On an inordinately rainy Los Angeles evening, I set out for a music venue, with hopes I may find a sandwich establishment before the beginning of the concert. The streets of West Hollywood were flooded, and roads closed due not only to the downpour, but also as a result of some sort of police manhunt. By the time I reached the block for the venue’s parking structure, I was only too happy to surrender my car to the valet and stop driving. I set out on foot in search of a place to eat. I headed two blocks west, but the heavy Boulevard left its businesses behind and became housing. I turned back around and headed east, hoping I wouldn’t have to resort to the upscale Japanese restaurant across the street. After another two blocks I spied, just up ahead, the familiar Boar’s Head logo in a storefront window. To my great delight, I had discovered Sunset Deli.

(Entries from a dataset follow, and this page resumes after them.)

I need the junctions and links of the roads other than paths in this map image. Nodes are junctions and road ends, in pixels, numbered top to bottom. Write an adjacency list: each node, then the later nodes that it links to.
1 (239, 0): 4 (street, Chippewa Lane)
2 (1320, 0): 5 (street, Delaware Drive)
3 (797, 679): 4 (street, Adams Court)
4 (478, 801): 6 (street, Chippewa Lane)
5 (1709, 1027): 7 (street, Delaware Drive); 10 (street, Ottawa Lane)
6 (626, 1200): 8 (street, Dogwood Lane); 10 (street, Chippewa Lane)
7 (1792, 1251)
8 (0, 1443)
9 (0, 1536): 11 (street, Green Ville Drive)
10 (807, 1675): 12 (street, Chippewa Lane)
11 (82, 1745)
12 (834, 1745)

This was an oasis of a sandwich shop. Priding themselves on their Boar’s Head-only meats and cheeses, they offer a wide range of sandwiches for hungry roamers like myself. I selected the Odies Hoagie, a curiously-named sandwich that features bacon, Black Forest ham, honey maple ham, “deluxe” ham, mayo, spicy mustard, lettuce, tomato, and onion on a white French roll. The ham, as in the photo above, is truly “piled high” unlike many establishments that make the same boast. After the first bite, I was in heaven. The true appeal of deli meat sliced thin is that it feels like light fare. The different type of ham blended together to provide definite substance, yet didn’t feel like I was eating an enormous meal. I settled in with a great sandwich and a great book and took shelter from the storm.
Post-script: another item on the Sunset Deli menu caught my eye, and has captured the imagination of both myself and the esteemed founder of On Sandwiches. Stay tuned in the coming months for what may be the first On Sandwiches Special Event.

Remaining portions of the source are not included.